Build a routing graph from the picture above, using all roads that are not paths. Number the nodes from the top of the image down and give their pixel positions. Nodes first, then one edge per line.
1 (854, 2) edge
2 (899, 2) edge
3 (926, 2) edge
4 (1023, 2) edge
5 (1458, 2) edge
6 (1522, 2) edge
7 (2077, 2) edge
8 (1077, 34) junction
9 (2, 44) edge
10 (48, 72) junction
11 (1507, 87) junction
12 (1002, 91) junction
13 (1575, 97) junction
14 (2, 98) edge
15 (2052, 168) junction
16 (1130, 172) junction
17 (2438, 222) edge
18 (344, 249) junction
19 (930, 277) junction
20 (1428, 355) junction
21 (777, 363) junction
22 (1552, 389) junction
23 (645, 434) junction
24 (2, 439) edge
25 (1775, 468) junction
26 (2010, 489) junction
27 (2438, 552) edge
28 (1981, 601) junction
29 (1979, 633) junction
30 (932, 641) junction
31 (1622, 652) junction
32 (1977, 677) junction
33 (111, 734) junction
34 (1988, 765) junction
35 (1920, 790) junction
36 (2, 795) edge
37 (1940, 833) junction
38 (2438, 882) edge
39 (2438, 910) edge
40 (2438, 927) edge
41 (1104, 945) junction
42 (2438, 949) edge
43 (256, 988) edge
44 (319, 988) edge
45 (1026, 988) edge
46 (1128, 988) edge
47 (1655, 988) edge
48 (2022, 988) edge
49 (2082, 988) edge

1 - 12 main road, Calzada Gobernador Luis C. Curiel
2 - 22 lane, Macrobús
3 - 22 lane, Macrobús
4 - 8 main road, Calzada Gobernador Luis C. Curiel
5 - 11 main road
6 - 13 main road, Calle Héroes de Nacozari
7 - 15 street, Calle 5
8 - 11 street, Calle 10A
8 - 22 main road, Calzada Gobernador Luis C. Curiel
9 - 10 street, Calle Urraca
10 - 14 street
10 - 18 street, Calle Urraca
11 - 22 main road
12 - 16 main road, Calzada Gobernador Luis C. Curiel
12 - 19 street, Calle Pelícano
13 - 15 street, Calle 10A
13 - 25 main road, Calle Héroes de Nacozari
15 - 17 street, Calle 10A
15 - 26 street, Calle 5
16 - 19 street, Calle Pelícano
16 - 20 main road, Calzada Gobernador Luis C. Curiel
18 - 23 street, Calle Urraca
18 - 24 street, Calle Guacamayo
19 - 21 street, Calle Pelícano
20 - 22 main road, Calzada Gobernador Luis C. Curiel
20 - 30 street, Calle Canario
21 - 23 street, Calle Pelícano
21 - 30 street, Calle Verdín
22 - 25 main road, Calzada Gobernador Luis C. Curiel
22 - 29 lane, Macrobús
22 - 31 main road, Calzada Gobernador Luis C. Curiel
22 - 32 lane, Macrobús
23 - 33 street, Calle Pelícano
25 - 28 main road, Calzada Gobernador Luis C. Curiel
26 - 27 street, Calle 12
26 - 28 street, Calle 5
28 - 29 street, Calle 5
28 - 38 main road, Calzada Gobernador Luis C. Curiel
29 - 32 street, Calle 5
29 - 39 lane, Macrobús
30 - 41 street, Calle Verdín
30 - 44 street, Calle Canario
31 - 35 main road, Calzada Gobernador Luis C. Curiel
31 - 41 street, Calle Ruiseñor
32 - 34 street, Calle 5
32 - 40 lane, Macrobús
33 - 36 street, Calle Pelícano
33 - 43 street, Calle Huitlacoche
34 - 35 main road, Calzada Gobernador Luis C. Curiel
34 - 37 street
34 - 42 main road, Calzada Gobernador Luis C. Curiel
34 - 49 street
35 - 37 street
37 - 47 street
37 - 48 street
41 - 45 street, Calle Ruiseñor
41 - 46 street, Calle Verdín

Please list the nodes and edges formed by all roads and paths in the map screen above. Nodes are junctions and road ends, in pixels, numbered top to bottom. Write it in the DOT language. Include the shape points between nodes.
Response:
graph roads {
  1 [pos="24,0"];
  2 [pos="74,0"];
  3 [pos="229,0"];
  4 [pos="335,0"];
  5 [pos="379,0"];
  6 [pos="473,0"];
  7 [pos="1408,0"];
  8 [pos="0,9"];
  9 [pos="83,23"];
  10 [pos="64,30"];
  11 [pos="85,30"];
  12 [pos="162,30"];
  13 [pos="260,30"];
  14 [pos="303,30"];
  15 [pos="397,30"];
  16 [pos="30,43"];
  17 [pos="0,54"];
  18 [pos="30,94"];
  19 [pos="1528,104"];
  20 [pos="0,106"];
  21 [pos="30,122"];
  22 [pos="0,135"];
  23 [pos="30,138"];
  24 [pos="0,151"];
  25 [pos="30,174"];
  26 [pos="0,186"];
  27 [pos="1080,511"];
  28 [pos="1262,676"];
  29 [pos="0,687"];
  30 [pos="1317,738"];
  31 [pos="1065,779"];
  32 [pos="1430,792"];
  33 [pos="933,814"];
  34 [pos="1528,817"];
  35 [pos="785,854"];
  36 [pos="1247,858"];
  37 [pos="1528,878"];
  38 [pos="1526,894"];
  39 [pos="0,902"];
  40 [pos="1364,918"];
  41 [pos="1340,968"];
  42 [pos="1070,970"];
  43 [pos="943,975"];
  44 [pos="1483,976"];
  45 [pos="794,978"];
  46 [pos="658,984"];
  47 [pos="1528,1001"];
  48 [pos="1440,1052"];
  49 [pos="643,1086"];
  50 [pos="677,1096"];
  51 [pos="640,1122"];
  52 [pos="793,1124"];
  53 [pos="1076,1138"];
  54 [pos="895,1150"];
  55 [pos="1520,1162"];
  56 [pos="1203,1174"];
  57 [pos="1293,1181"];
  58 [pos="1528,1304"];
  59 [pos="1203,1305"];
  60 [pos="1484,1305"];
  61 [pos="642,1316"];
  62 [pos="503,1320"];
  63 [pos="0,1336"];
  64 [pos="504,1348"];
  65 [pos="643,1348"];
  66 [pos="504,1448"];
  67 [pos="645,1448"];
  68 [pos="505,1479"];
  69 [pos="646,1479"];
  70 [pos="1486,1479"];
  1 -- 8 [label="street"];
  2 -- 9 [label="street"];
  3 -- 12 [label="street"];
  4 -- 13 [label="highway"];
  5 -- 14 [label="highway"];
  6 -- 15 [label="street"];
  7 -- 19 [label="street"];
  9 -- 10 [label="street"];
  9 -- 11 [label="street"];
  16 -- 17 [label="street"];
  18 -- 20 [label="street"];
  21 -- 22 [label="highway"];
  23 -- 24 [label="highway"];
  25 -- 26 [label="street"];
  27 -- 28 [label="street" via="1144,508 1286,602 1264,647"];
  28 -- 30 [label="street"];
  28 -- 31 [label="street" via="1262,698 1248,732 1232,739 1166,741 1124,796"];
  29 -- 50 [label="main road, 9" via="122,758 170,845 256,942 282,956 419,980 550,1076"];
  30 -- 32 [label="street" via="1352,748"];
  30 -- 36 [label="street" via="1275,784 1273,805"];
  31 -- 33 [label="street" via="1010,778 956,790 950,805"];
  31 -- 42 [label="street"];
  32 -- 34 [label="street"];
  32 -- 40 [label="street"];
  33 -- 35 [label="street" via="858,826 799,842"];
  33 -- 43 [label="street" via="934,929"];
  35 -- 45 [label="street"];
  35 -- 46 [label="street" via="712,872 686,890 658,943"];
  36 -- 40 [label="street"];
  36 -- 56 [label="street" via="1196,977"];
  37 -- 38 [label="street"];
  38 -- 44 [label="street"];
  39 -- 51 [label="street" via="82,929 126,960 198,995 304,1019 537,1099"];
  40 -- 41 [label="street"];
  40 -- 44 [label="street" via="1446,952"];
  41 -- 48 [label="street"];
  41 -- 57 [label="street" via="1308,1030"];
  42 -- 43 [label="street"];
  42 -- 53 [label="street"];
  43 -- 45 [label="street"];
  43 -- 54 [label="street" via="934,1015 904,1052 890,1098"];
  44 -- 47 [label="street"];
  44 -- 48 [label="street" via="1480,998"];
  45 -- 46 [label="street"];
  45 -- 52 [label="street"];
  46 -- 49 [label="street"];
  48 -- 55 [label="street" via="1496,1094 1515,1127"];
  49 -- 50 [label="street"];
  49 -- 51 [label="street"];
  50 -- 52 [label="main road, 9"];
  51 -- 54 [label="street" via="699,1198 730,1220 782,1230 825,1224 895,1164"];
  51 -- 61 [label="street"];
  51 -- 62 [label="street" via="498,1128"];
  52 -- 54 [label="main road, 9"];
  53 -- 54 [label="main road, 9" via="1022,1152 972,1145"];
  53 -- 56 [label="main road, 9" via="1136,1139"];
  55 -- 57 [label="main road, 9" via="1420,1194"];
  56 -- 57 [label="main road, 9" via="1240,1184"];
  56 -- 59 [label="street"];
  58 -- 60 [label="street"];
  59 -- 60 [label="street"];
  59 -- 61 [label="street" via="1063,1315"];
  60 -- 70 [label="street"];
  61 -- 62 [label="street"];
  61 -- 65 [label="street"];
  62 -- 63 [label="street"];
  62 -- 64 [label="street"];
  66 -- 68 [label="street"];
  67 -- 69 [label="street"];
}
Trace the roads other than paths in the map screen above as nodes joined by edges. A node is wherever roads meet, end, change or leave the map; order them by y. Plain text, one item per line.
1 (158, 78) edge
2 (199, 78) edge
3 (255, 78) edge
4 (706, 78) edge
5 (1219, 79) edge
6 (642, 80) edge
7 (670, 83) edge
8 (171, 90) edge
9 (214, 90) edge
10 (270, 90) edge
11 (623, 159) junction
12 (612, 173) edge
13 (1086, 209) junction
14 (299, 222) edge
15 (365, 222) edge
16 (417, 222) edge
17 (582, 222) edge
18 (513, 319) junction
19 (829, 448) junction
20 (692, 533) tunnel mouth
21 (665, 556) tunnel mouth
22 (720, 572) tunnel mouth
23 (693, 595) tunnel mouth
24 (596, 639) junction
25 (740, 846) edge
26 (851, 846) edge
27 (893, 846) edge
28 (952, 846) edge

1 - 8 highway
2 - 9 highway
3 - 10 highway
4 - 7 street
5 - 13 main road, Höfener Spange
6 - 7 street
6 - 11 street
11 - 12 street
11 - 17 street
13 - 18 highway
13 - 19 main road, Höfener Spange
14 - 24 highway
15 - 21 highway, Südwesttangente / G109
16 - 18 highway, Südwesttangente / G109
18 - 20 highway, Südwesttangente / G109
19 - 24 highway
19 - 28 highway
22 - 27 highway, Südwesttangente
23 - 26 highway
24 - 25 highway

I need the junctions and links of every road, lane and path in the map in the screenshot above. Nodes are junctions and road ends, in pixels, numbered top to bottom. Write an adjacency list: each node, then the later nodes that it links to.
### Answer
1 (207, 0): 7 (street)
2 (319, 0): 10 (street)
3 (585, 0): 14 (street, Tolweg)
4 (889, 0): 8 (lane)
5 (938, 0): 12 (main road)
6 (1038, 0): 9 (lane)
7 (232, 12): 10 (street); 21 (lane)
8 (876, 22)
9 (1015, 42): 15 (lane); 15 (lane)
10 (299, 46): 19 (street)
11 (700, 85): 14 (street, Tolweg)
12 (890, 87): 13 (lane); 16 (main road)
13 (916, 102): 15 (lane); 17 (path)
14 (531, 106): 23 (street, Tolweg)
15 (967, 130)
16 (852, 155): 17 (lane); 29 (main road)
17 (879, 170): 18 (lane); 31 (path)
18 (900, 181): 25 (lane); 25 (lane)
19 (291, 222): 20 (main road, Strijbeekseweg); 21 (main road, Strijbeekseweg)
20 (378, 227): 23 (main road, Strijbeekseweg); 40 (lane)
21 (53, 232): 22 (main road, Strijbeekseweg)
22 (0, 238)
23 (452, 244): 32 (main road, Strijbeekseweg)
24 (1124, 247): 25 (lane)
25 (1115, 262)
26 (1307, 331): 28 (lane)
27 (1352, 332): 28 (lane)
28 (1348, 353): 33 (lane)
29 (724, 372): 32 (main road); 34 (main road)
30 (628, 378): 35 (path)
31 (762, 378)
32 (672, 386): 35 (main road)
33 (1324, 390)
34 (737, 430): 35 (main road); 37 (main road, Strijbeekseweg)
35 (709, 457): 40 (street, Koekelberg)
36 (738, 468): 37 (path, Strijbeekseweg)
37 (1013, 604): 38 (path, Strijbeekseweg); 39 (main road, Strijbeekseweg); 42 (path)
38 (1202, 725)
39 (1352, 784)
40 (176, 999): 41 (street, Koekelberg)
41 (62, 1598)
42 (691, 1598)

################

■ Assignment: Copy the records above exactly, beginning at the line that contains "Trace the roads" and stopping after the line that contains "I need the junctions".

■ Exercise response:
Trace the roads other than paths in the map screen above as nodes joined by edges. A node is wherever roads meet, end, change or leave the map; order them by y. Plain text, one item per line.
1 (158, 78) edge
2 (199, 78) edge
3 (255, 78) edge
4 (706, 78) edge
5 (1219, 79) edge
6 (642, 80) edge
7 (670, 83) edge
8 (171, 90) edge
9 (214, 90) edge
10 (270, 90) edge
11 (623, 159) junction
12 (612, 173) edge
13 (1086, 209) junction
14 (299, 222) edge
15 (365, 222) edge
16 (417, 222) edge
17 (582, 222) edge
18 (513, 319) junction
19 (829, 448) junction
20 (692, 533) tunnel mouth
21 (665, 556) tunnel mouth
22 (720, 572) tunnel mouth
23 (693, 595) tunnel mouth
24 (596, 639) junction
25 (740, 846) edge
26 (851, 846) edge
27 (893, 846) edge
28 (952, 846) edge

1 - 8 highway
2 - 9 highway
3 - 10 highway
4 - 7 street
5 - 13 main road, Höfener Spange
6 - 7 street
6 - 11 street
11 - 12 street
11 - 17 street
13 - 18 highway
13 - 19 main road, Höfener Spange
14 - 24 highway
15 - 21 highway, Südwesttangente / G109
16 - 18 highway, Südwesttangente / G109
18 - 20 highway, Südwesttangente / G109
19 - 24 highway
19 - 28 highway
22 - 27 highway, Südwesttangente
23 - 26 highway
24 - 25 highway

I need the junctions and links of every road, lane and path in the map in the screenshot above. Nodes are junctions and road ends, in pixels, numbered top to bottom. Write an adjacency list: each node, then the later nodes that it links to.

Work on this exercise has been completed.